Pyro, you can still have a far more accurate gunnery model even without real numbers per gun and mounting.
My proposal would be to start measuring the power of the guns, it should be easy to find that information, weight of the round, muzzle velocity and ROF would be the factors.
You can start with the less potent gun, probably MG-FF with the known 1 mil dispersion, then make the dispersion of any other weapon be a function of its power relative to the 1 mil dispersion gun (MG-FF?). It would be ideal to know the dispersion of the less potent gun and the dispersion of the most potent gun, and then scale any other dispersion depending on the each gun power between these two values.
Once you have the "base" dispersion of every gun, multiply by 2 or 3 (Hohun?) that dispersion for guns in half wing mountings, and multiply by 4 or 5 for manned guns.

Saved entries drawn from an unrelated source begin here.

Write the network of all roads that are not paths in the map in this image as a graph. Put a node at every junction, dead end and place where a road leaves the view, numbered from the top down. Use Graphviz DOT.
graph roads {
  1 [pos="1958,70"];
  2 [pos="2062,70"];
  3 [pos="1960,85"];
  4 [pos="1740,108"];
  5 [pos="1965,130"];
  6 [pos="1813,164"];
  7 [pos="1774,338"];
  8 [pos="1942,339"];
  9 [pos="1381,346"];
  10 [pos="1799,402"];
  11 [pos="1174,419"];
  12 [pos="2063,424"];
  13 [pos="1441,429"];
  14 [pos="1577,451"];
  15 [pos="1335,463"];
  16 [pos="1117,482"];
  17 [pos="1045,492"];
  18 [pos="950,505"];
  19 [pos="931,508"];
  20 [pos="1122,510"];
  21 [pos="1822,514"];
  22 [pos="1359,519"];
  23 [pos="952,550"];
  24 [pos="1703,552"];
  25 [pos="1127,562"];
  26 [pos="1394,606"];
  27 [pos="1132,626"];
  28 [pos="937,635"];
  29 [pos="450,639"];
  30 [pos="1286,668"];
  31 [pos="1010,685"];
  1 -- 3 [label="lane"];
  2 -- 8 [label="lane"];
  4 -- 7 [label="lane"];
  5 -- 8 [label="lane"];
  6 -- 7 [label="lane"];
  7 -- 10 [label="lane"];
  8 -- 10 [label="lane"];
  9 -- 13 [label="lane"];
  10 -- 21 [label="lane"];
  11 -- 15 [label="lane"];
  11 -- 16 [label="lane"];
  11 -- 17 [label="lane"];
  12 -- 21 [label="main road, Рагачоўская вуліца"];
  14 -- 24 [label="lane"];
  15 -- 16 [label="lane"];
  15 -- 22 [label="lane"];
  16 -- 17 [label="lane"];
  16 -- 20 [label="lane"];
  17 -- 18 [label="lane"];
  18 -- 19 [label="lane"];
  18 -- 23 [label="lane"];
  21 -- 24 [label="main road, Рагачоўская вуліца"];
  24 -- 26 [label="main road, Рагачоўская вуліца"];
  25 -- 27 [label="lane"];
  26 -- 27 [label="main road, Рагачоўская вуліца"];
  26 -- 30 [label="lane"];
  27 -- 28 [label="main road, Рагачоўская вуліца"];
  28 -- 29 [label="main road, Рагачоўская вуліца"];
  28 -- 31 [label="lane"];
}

About air combat and gunnery, if you learn to aim, yo will easily predict where the engine of the enemy plane will be when the round reach the target with the target moving, not stationary. Some gunsights were well marked for that purpose. As far as you can follow the target with the sight and make the target "stationary" relative to a known mark in the sight, you will hit with a 0 mil dispersion weapon and with the very first round (unless the target changes violently its course or the turn is so tight that the target is obscured by the nose of your plane). It is like the old "trick" of aiming torps with PT boat against a moving ship, just make the moving ship "stationary" with your PT boat course and launch the 0 dispersion torpedoes, and, if inside range, you will hit always.